Job openings are expected to fall to a fourth-month low

"However, the latest surge in longer-term bond yields, spearheaded by gilts, looks exaggerated given robust demand from investors. Yesterday, the UK raised £14 billion from a 10-year gilt syndication, its biggest on record and more than 10 times the amount offered. Also, Japan’s 10-year bond auction saw its strongest demand since October 2023. Today, Germany is set to sell €5 billion worth of a 10-year bonds. Tomorrow, France plans to sell 10, 15, and 30-year bonds while Japan is scheduled to sell a 30-year bond."

"In the meantime, a dovish Fed can put additional downward pressure on USD and support risk assets. The US August ISM manufacturing print reinforced the case for a 25bps Fed funds rate cut in September. The headline index recovered less than expected to 48.7 (consensus: 49.0) vs. 48.0 and details were mixed. New Orders index point to improving demand conditions, Prices Paid index indicate softer inflation pressures, and the Employment index signals the labor market slump is moderating."

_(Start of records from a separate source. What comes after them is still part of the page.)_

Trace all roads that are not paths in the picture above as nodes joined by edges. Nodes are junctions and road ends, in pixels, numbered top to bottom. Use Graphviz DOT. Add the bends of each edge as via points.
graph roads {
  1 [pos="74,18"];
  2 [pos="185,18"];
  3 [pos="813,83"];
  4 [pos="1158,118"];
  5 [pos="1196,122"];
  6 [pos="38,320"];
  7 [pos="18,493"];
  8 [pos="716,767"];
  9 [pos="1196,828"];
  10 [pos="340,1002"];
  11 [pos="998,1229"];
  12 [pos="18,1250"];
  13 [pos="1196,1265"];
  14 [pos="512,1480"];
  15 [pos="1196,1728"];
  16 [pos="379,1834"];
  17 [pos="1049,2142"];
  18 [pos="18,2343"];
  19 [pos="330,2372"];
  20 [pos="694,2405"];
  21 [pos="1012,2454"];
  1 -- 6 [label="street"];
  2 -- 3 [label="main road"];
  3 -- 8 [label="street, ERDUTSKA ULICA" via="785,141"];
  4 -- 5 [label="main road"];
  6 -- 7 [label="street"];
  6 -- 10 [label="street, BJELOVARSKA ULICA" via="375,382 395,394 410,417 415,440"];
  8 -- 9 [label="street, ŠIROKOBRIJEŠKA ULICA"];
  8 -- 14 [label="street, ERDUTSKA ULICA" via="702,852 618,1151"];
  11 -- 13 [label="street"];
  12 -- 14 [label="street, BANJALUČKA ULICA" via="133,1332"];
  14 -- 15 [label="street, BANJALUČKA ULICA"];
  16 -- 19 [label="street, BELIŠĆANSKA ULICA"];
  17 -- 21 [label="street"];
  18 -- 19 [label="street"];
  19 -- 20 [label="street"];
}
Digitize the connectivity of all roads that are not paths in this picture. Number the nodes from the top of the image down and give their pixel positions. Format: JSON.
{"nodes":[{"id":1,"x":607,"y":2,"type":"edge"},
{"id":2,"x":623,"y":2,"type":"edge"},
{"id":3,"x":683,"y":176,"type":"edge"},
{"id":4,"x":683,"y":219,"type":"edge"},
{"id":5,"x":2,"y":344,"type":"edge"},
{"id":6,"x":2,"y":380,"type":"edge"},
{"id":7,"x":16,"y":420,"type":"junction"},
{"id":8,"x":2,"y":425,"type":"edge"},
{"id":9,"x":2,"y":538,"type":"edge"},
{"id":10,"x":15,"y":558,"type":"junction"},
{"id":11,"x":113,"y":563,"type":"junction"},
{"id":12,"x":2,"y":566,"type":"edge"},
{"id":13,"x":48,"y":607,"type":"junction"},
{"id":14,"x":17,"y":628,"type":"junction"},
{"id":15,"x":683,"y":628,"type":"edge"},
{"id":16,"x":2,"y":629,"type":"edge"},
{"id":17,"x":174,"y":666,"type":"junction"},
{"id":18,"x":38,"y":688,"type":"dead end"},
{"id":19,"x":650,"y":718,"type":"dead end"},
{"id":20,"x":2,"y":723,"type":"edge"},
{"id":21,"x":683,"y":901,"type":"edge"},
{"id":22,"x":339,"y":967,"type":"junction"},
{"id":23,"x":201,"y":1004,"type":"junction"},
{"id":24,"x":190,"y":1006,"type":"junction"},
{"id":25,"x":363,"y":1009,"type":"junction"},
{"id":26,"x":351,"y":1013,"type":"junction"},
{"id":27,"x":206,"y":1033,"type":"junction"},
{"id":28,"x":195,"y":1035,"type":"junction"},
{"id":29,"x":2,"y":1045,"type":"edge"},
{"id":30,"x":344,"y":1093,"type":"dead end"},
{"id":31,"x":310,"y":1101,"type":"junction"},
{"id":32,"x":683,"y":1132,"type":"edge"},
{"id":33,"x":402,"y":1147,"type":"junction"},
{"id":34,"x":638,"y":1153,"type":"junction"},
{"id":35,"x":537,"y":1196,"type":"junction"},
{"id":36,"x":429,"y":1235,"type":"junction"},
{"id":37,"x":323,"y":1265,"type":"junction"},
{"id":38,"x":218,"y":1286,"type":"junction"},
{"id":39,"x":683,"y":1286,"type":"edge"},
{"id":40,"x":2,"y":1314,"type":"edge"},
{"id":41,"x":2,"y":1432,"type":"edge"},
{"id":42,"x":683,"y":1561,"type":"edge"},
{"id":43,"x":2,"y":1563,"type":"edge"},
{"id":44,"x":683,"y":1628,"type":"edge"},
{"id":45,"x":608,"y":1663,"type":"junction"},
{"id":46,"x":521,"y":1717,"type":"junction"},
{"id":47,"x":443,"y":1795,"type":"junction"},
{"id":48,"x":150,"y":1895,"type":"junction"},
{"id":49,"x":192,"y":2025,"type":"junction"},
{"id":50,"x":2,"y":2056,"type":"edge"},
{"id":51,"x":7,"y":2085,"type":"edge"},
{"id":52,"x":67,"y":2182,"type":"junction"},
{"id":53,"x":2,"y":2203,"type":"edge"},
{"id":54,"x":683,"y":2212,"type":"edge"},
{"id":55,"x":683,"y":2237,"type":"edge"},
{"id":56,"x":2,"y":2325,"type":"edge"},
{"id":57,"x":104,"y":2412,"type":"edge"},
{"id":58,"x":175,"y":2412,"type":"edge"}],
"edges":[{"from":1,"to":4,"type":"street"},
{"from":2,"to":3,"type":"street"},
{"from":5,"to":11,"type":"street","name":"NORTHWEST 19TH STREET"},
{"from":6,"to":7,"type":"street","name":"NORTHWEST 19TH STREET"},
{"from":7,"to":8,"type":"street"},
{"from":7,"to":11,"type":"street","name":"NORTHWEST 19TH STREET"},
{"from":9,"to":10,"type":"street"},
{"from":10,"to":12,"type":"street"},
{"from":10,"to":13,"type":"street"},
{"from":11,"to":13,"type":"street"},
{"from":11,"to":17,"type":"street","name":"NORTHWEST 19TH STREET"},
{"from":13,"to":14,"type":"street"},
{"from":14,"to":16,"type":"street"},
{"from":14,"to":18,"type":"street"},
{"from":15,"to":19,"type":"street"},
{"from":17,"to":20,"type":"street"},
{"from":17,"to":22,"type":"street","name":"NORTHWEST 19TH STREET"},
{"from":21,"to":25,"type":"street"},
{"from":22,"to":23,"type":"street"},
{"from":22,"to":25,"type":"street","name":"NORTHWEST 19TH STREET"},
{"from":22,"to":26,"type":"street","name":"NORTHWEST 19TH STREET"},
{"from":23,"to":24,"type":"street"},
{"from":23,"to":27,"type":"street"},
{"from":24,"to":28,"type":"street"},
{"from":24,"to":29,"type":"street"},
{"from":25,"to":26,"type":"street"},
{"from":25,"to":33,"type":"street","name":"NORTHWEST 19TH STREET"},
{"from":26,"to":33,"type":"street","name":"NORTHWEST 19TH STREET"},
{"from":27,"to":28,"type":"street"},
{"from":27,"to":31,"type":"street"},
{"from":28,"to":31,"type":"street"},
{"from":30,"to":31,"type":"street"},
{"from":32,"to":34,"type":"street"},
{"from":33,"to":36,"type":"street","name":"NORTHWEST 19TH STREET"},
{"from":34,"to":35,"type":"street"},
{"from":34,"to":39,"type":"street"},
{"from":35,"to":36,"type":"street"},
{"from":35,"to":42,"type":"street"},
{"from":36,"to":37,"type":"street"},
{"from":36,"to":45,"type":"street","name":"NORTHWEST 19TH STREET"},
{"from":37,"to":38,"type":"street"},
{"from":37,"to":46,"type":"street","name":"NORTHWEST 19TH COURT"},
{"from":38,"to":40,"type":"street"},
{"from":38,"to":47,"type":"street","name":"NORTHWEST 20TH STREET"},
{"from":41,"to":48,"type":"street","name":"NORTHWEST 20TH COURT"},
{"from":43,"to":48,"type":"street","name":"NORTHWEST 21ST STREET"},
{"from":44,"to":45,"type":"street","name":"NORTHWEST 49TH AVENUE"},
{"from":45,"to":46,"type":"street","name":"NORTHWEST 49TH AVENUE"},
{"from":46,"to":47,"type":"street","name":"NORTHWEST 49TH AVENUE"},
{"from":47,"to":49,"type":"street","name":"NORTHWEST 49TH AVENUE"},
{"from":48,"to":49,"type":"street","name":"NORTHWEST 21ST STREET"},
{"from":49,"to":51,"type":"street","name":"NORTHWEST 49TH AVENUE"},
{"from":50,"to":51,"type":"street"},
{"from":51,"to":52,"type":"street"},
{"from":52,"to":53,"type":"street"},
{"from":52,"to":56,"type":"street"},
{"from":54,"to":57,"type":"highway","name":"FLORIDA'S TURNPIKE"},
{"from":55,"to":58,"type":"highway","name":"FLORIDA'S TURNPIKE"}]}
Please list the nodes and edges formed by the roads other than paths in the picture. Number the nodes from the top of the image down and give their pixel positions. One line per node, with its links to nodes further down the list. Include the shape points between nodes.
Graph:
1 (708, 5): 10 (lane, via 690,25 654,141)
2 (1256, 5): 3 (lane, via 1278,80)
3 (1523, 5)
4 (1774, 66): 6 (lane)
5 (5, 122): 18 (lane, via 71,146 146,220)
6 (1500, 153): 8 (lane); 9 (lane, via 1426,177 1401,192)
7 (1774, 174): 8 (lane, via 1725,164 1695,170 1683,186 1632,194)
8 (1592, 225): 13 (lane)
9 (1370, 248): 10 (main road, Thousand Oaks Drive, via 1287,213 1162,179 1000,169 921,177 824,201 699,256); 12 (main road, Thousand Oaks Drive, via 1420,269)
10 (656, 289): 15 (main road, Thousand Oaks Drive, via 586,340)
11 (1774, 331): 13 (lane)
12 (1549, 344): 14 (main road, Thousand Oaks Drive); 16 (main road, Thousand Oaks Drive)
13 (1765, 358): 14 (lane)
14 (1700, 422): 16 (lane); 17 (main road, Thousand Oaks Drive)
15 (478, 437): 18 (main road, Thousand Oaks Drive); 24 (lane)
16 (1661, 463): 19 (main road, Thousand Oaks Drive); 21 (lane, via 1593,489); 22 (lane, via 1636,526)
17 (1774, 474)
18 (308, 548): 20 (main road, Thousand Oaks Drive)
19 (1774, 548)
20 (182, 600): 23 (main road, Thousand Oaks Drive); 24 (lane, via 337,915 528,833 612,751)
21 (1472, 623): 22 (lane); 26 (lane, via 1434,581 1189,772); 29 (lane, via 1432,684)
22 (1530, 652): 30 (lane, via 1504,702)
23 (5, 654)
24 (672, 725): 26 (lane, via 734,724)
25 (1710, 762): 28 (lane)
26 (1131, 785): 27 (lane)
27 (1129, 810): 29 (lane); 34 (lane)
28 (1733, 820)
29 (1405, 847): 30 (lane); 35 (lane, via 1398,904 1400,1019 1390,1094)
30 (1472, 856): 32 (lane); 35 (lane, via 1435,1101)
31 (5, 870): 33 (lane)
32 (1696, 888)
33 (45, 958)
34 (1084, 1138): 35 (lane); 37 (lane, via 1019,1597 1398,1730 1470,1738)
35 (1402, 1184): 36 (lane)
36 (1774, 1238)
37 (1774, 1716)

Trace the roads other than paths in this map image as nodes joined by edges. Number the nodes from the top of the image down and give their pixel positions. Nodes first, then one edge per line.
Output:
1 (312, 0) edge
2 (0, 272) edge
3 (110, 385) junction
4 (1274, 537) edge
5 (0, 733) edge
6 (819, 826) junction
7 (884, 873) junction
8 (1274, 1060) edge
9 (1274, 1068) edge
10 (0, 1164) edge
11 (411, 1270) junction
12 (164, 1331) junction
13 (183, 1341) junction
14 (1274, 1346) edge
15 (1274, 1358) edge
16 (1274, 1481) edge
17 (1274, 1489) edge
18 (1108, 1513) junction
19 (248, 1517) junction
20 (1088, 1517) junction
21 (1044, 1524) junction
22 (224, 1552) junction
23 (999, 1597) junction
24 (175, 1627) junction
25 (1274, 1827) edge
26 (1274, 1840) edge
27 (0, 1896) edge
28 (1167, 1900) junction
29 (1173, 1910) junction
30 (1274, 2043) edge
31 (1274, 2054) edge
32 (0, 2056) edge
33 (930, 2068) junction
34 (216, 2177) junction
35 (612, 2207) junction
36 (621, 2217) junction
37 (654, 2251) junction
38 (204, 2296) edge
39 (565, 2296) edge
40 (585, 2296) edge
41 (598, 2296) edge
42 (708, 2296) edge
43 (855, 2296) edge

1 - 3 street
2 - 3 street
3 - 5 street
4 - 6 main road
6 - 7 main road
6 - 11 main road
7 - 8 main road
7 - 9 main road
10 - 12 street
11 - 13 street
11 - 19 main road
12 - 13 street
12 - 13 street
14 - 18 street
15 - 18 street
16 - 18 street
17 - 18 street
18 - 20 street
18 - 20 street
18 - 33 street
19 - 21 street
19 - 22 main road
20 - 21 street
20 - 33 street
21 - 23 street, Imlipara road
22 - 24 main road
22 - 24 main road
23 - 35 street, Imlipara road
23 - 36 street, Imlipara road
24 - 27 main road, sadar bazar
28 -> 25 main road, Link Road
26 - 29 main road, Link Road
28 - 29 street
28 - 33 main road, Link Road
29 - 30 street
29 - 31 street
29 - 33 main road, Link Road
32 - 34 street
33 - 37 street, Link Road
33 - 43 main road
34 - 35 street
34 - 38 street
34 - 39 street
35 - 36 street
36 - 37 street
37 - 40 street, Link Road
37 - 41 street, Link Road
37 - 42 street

"The US July JOLTS report is due today. Job openings are expected to fall to a fourth-month low at 7382k vs. 7437 in June. More importantly, the ratio of job openings to unemployed workers has largely been stable at a level that suggests demand and supply for labor are roughly balanced. In contrast, the policy-relevant private non-farm payrolls data shows labor demand may be on the edge of a sharp decline."